Search code examples
sqlpostgresqlinner-joinrelational-division

SQL Query to find list of values from rows in a table 'B' contained in groups of a table 'A'


create table A {
   id   text,
   val  text }

create table B {
   val0 text, 
   val1 text,
   val2 text }

id and val of table A contain each a large, but discrete number of values in an many-to-many relationship. Sample data looks like follows:

id val
one a
one b
one y
two a
two d
two e
two x
three c
four c
four f
four z
four g

The second table B contains combinations from the same set as those for val, for example:

val0 val1 val2
a b c
a d e
c f g
z f c

I am trying to find a query that returns those, and only those, id's of table A for which there are val that cover at least one entire row from table B.

In the example above, the query should return id "two", because that id-group contains all values from the second row in table B, i.e. "a", "d", and "e". It is irrelevant that "x" is contained in that group as well. The query also should return "four", as the values in that group cover now rows 3 and 4 in table B. The order in table A or table B is not important.

I managed to do the query as a procedure. What is a concise SQL query that works efficiently with tables with millions of rows?

Post scriptum: Both answers provided by @Ajax1234 and @GMB (second answer that does not introduce a pk) work well.
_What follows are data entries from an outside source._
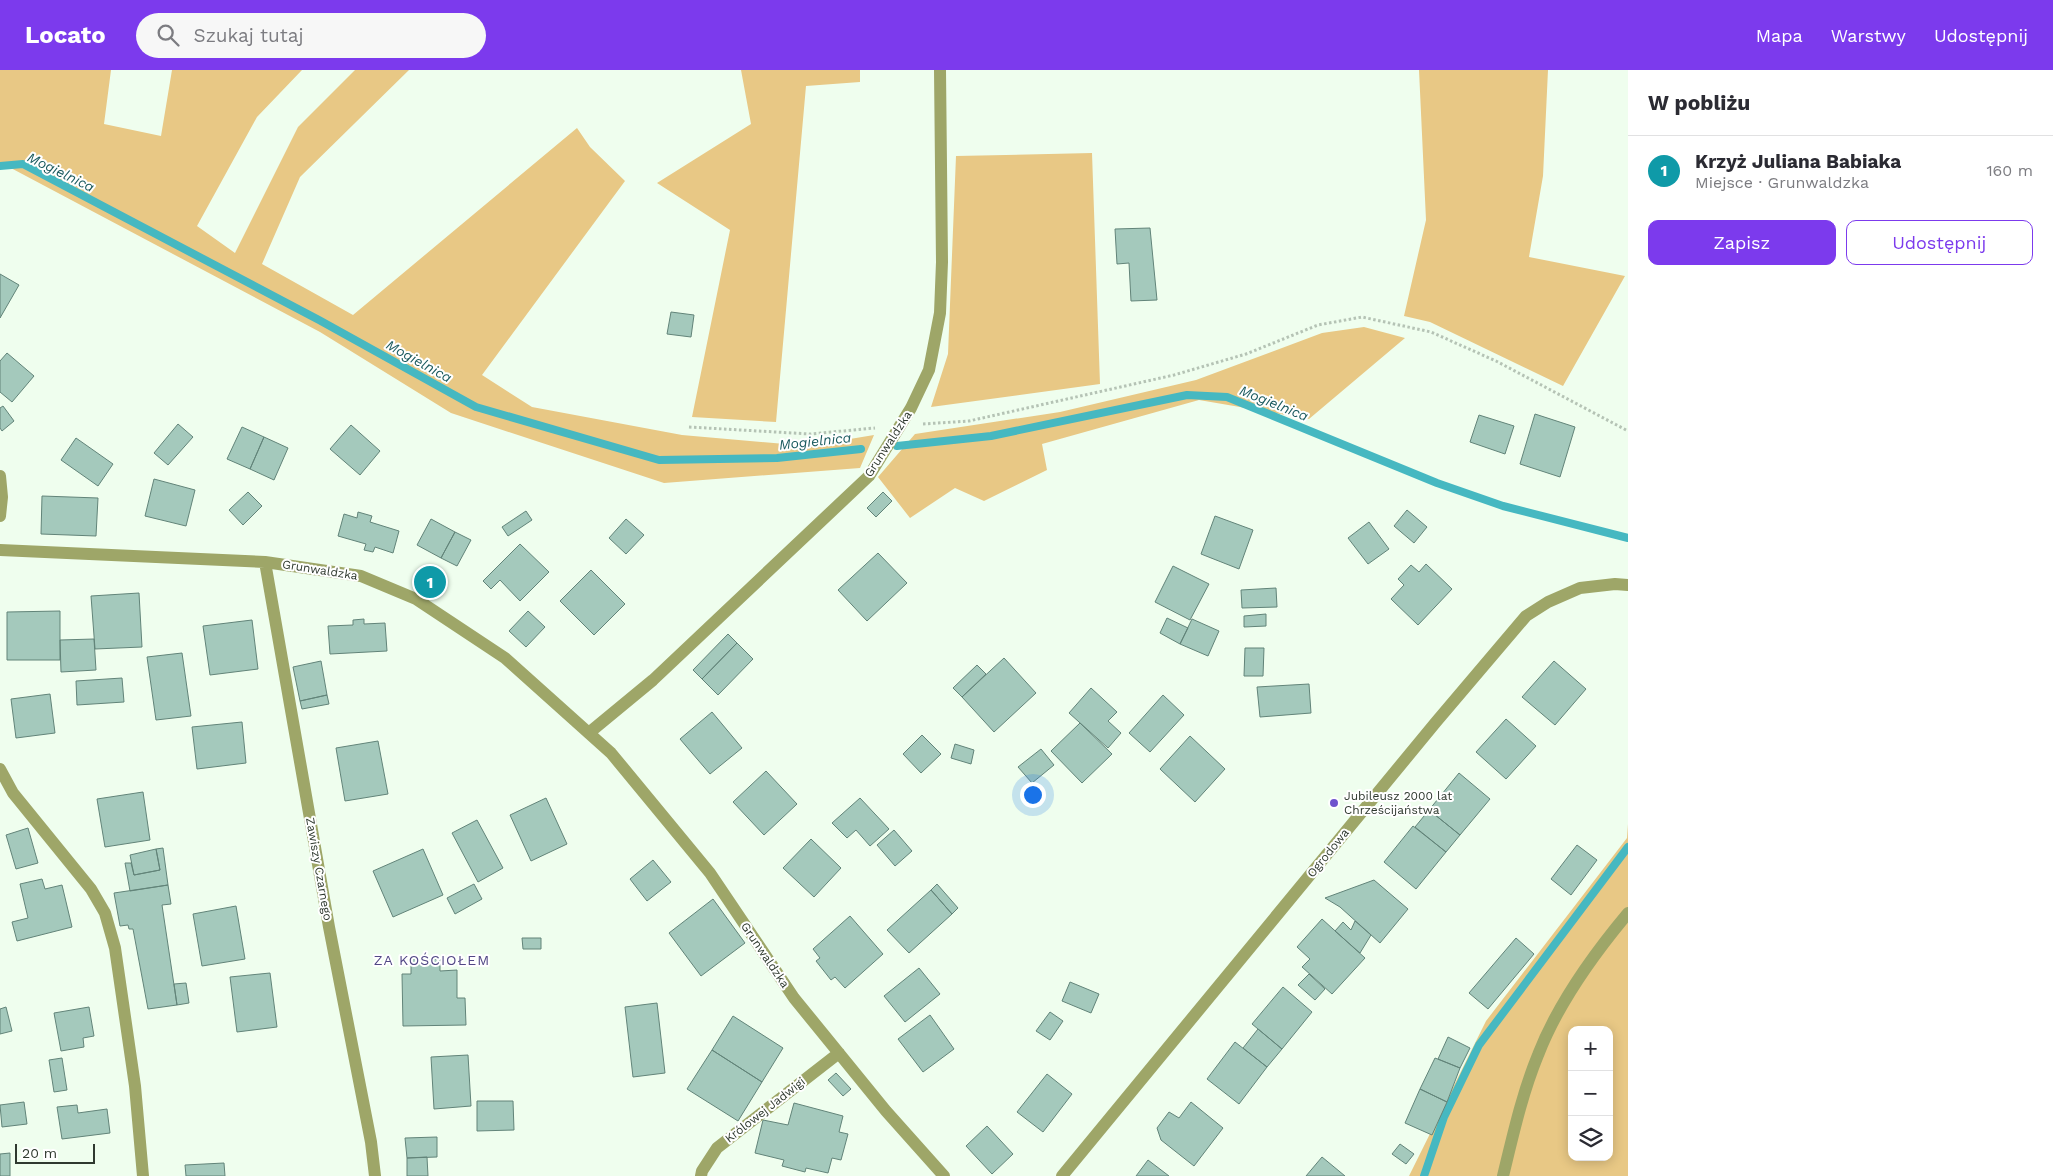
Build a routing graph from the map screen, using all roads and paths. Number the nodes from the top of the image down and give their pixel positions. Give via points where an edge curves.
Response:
1 (940, 70) edge
2 (898, 426) junction
3 (689, 428) dead end
4 (1628, 431) edge
5 (0, 476) edge
6 (0, 516) edge
7 (0, 550) edge
8 (266, 562) junction
9 (1628, 586) edge
10 (590, 732) junction
11 (0, 770) edge
12 (1628, 914) edge
13 (839, 1053) junction
14 (143, 1176) edge
15 (375, 1176) edge
16 (701, 1176) edge
17 (944, 1176) edge
18 (1062, 1176) edge
19 (1503, 1176) edge

1 - 2 street, Grunwaldzka via 940,313 929,370 911,408
2 - 3 path via 810,434
2 - 4 path via 969,421 1174,375 1246,354 1318,325 1362,317 1431,332 1496,361
2 - 10 street, Grunwaldzka via 869,476 653,680
5 - 6 street
7 - 8 street, Grunwaldzka
8 - 10 street, Grunwaldzka via 361,576 416,599 505,658
8 - 15 street, Zawiszy Czarnego
9 - 18 street, Ogrodowa via 1615,584 1580,588 1526,616
10 - 13 street, Grunwaldzka via 710,873 794,998
11 - 14 street via 13,793 91,889 105,913 115,948 136,1086
12 - 19 street via 1580,976 1538,1053 1522,1098
13 - 16 street, Królowej Jadwigi via 717,1148
13 - 17 street, Grunwaldzka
However, the left-join based solution by @Ajax1234 was significantly more performant on the real dataset: it took about 9 seconds for @Ajax1234 solution vs. more than a minute for the solution by @GMB


Solution

  • Using a series of left joins:

    select distinct a.id 
    from B b 
    left join A a on b.val0 = a.val 
    left join A a1 on b.val1 = a1.val and a.id = a1.id 
    left join A a2 on b.val2 = a2.val and a2.id = a.id 
    where a.id is not null and a1.id is not null and a2.id is not null
    

    See fiddle.